Binary search tree efficiency

The efficiency of operations on a binary search depends on how balanced the tree is when it is built. Like quick sort, if a value that is smaller (or larger) than all of the current elements is inserted at each step, then we will get poor efficiency. We will discuss balanced binary tree structures that deal with this problem in a few weeks. In the worst case, insertion, deletion, and retrieval take O(n) time, where n is the number of nodes in the tree. In the best case, the tree will be perfectly balanced (for each node, the two subtrees will never have a height difference greater than one). In this case, the height of the tree is O(log n) and insertion, deletion, and retrieval can all be performed in O(log n) time, since, at worst, they require traversing to a leaf of the tree. It turns out that the average case (if it is assumed that each relative position in sorted order is equally likely at each step,) is also O(log n). However, special cases, such as arrays that are already sorted, can cause problems.

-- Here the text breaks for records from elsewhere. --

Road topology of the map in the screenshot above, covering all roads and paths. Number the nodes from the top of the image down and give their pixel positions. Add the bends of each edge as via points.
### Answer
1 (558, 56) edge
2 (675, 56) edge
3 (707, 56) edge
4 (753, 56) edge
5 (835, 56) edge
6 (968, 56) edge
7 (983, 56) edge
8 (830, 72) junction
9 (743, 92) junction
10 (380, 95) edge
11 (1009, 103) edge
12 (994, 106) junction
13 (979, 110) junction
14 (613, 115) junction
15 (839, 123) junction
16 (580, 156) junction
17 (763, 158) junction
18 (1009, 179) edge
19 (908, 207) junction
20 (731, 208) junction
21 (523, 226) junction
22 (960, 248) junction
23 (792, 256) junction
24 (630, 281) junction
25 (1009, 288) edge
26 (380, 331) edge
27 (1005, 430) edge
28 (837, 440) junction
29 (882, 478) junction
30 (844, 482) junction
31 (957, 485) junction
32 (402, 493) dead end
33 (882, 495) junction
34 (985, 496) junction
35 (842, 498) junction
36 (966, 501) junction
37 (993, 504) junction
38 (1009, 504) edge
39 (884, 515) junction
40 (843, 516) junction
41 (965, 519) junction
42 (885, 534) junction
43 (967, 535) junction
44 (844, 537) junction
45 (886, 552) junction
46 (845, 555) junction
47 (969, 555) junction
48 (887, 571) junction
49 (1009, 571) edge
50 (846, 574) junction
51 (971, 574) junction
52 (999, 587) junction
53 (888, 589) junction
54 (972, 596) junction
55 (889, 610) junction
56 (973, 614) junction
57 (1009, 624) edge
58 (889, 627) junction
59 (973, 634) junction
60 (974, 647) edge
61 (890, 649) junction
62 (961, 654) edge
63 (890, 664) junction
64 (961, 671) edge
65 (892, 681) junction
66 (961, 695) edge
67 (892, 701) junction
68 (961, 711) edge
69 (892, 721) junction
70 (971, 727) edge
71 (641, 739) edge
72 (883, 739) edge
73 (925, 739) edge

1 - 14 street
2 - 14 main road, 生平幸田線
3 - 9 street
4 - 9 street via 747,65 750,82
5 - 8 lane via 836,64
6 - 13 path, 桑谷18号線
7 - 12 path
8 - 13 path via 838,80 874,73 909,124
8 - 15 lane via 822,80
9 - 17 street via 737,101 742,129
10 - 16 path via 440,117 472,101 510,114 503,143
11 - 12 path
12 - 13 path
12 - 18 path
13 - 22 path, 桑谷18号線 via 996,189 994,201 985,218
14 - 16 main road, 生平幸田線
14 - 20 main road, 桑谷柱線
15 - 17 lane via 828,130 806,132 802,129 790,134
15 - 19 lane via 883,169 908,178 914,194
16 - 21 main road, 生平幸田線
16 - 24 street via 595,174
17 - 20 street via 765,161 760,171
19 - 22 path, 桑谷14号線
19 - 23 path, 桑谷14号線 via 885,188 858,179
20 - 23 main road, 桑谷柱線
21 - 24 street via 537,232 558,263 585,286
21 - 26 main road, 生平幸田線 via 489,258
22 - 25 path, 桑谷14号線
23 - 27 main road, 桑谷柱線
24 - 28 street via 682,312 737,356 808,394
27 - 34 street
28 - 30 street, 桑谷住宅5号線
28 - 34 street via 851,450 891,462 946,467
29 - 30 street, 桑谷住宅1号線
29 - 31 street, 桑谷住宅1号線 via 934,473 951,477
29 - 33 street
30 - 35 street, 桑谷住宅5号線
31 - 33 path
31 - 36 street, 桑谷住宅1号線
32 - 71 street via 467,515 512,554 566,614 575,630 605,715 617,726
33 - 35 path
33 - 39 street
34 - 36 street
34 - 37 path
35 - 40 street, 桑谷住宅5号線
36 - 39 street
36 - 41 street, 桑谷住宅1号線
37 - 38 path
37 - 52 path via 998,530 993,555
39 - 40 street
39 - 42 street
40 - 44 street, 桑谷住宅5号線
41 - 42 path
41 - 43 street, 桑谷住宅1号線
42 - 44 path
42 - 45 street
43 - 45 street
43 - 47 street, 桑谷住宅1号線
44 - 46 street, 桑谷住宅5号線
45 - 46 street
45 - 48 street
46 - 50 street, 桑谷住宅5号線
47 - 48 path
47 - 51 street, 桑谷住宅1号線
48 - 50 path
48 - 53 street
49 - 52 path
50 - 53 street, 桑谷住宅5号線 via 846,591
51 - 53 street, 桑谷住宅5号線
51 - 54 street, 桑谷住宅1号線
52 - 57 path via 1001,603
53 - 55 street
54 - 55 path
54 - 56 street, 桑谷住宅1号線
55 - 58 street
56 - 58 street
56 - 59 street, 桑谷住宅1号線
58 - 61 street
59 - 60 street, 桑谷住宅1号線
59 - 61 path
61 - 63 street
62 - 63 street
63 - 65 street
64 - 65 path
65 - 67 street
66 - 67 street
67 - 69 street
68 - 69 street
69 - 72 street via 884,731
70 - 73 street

Traversal of the tree is always O(n), since you have to visit each node.

 

Sorting is easy with the help of a binary search tree. Simply insert each item into the tree and read them back out using an inorder traverse. How long does this take? In the worst case, it will require O(n^2) to insert them all and O(n) to read them back out. It the best/average case, it requires O(log n) to insert each one and O(n) to read them back out for a total of O(n log n). Tree sort is very similar to quick sort. The array is essentially partitioned by the side of the root on which that each element lies.

 

 

Practice problems (optional):

Show the result of inserting 31, 17, 40, 67, 99, 23, 55, 78 in an initially empty binary search tree. Show the tree after deleting the root.

 

Implement a findMin or findMax method for a binary search tree.

 

Write a tree sort algorithm to sort a vector by creating a binary search tree and then performing an inorder traversal of the tree.